What you should do: Each line with the string "roads" is to be copied from the records below.

Data for the task:
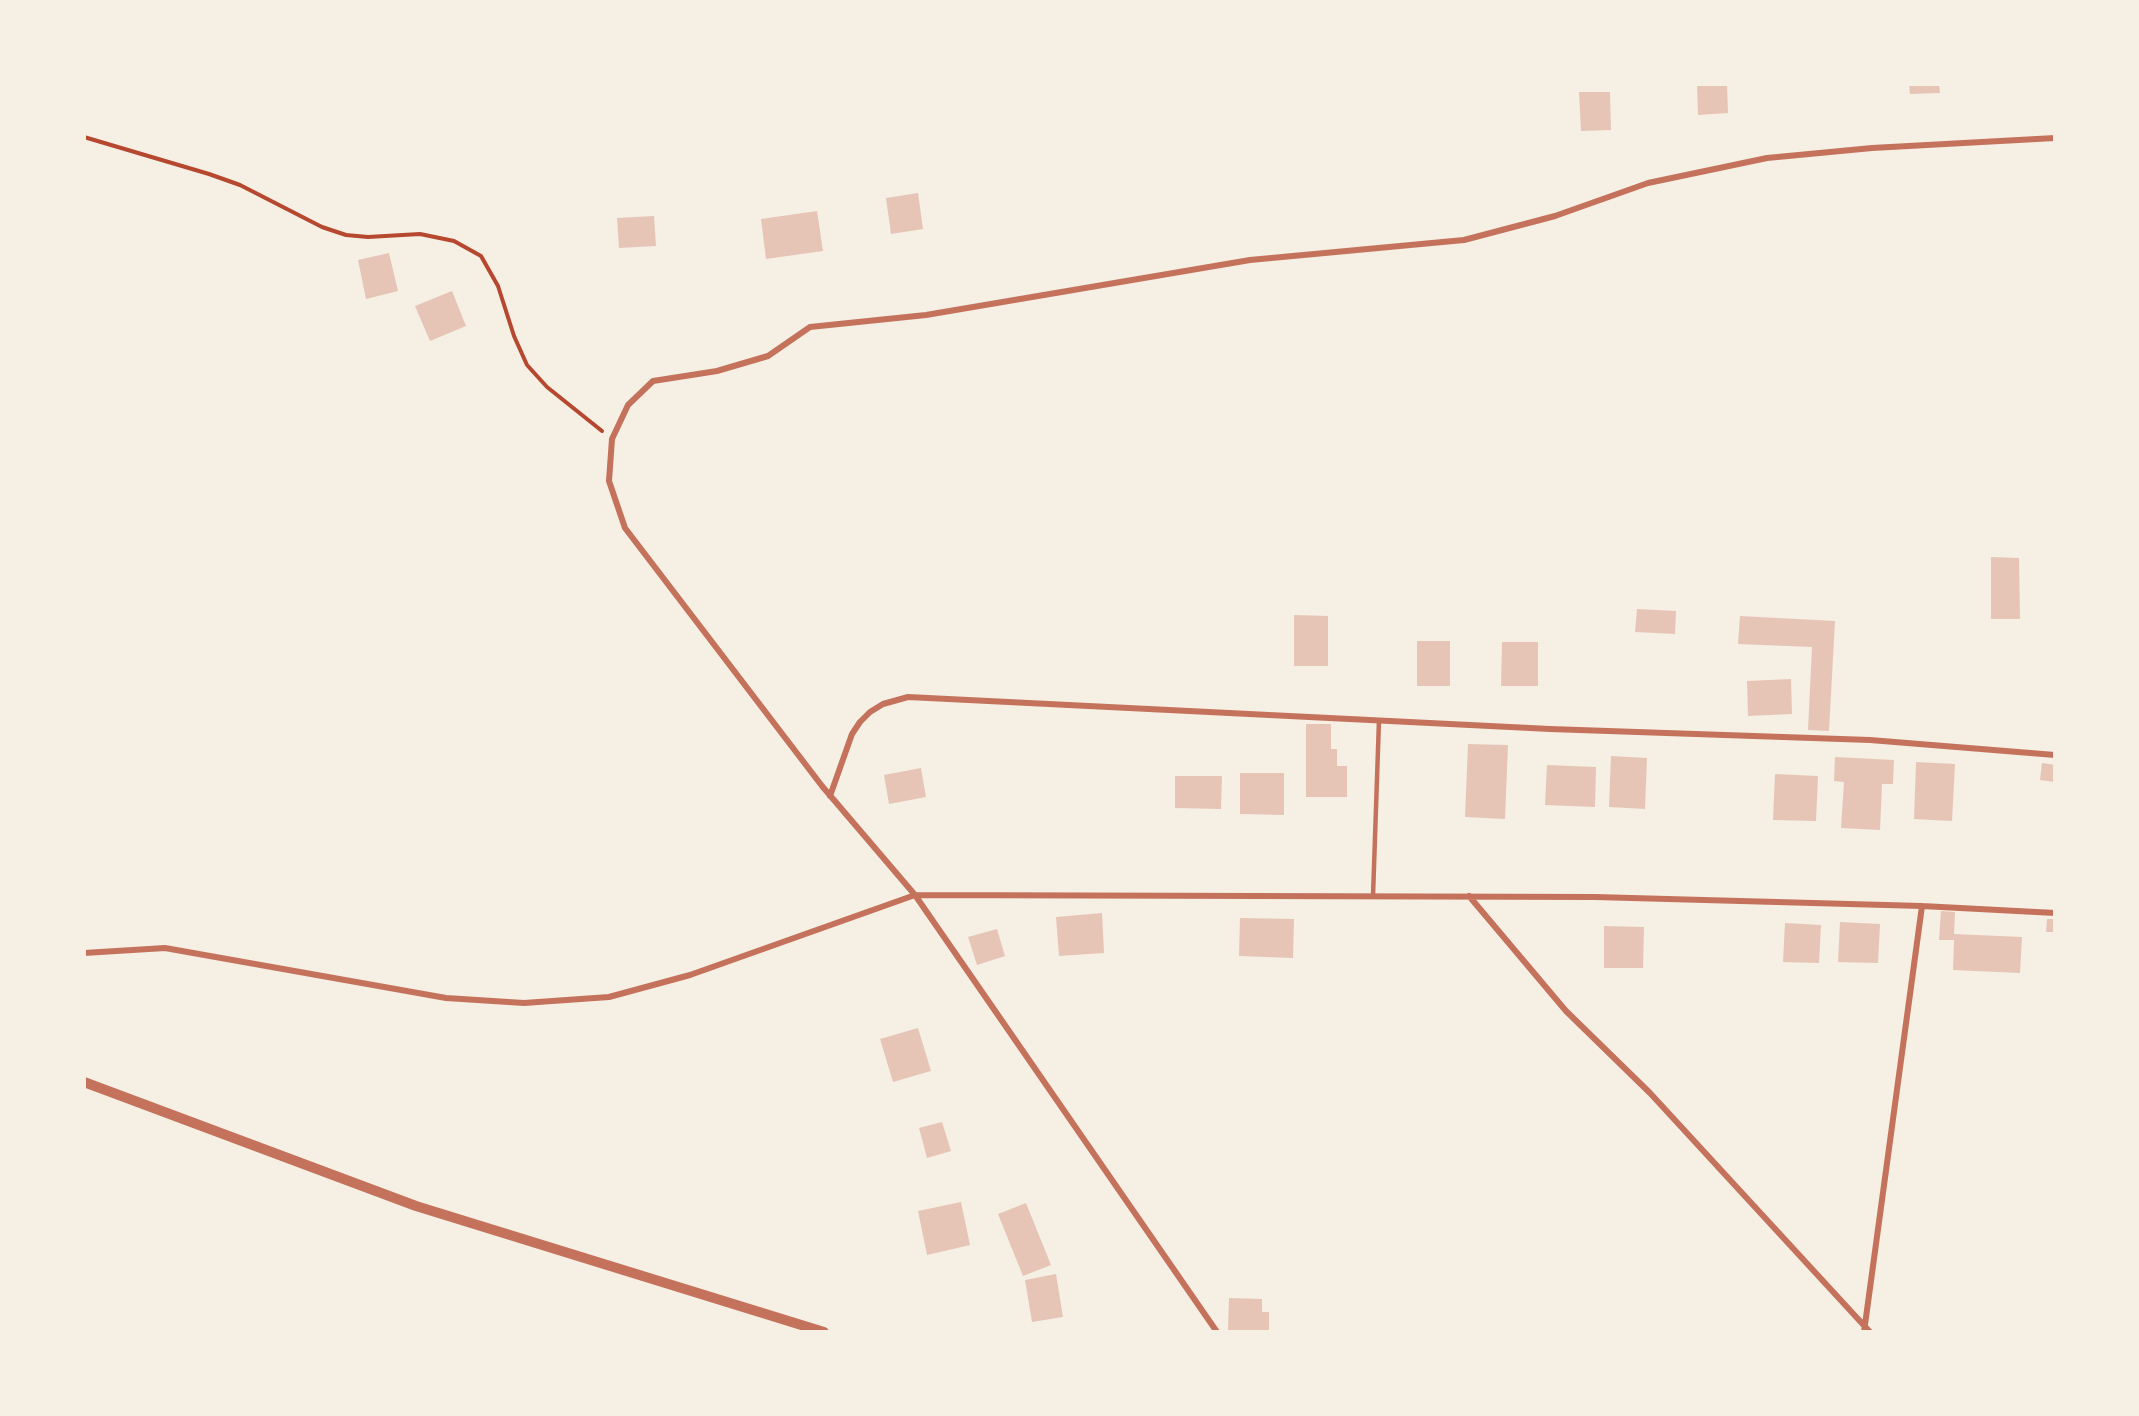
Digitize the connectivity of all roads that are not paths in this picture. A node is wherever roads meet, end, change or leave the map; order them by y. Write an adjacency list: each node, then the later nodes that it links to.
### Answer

---

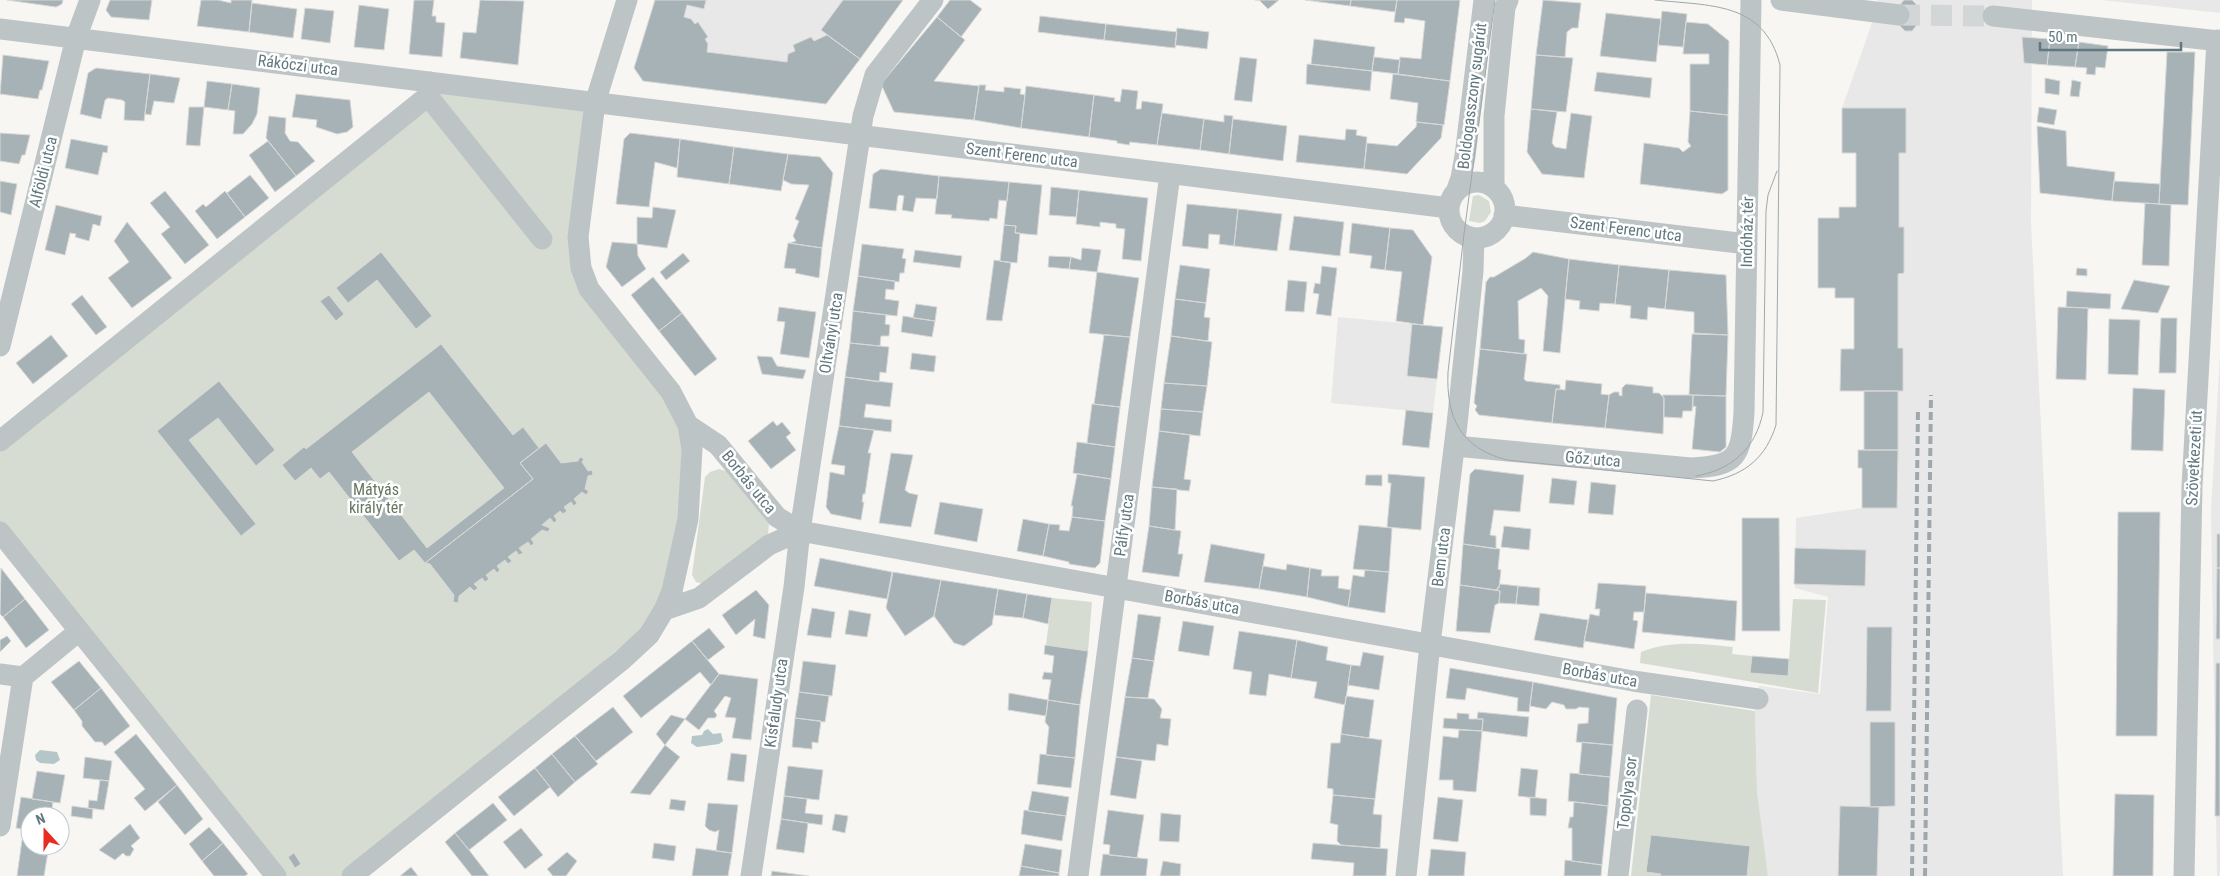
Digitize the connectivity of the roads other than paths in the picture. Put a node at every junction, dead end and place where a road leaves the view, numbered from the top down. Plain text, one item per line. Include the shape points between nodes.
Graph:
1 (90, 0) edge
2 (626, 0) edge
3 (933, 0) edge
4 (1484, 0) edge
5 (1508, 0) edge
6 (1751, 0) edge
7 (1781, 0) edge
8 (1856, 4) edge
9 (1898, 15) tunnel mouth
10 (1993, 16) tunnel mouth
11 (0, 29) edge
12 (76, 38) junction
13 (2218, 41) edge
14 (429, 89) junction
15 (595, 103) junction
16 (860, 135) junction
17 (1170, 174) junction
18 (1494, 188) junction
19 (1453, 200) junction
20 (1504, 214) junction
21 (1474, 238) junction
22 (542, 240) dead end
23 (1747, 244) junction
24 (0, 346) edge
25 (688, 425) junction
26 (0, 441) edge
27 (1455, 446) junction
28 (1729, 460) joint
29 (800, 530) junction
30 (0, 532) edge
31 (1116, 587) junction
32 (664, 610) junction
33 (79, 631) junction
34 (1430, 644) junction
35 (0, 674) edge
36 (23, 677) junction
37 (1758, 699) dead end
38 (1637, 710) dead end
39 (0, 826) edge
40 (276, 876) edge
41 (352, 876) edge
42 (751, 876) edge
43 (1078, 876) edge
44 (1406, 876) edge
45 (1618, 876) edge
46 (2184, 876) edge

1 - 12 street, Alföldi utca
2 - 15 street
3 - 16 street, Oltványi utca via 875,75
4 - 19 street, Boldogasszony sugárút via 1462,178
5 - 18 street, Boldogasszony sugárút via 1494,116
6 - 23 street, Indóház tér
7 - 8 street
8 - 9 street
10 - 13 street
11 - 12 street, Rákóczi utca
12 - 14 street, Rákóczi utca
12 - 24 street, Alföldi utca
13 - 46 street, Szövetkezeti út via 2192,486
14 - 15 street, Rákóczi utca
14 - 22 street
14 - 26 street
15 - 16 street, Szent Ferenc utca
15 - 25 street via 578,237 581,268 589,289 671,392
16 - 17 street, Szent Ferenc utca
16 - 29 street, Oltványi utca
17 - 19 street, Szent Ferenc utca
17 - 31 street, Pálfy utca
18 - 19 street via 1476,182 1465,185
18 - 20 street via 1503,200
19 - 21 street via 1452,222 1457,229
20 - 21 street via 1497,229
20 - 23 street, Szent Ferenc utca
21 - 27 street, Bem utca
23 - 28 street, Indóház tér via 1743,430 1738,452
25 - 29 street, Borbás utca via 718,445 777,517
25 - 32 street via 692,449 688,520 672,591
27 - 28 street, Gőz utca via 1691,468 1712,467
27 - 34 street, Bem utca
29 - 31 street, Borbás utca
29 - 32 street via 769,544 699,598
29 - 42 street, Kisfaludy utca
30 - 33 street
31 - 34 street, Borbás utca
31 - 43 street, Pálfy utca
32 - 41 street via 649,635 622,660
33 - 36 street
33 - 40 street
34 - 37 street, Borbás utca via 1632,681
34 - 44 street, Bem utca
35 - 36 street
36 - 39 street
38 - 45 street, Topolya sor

Answer space:
Digitize the connectivity of all roads that are not paths in this picture. A node is wherever roads meet, end, change or leave the map; order them by y. Write an adjacency list: each node, then the later nodes that it links to.
Digitize the connectivity of the roads other than paths in the picture. Put a node at every junction, dead end and place where a road leaves the view, numbered from the top down. Plain text, one item per line. Include the shape points between nodes.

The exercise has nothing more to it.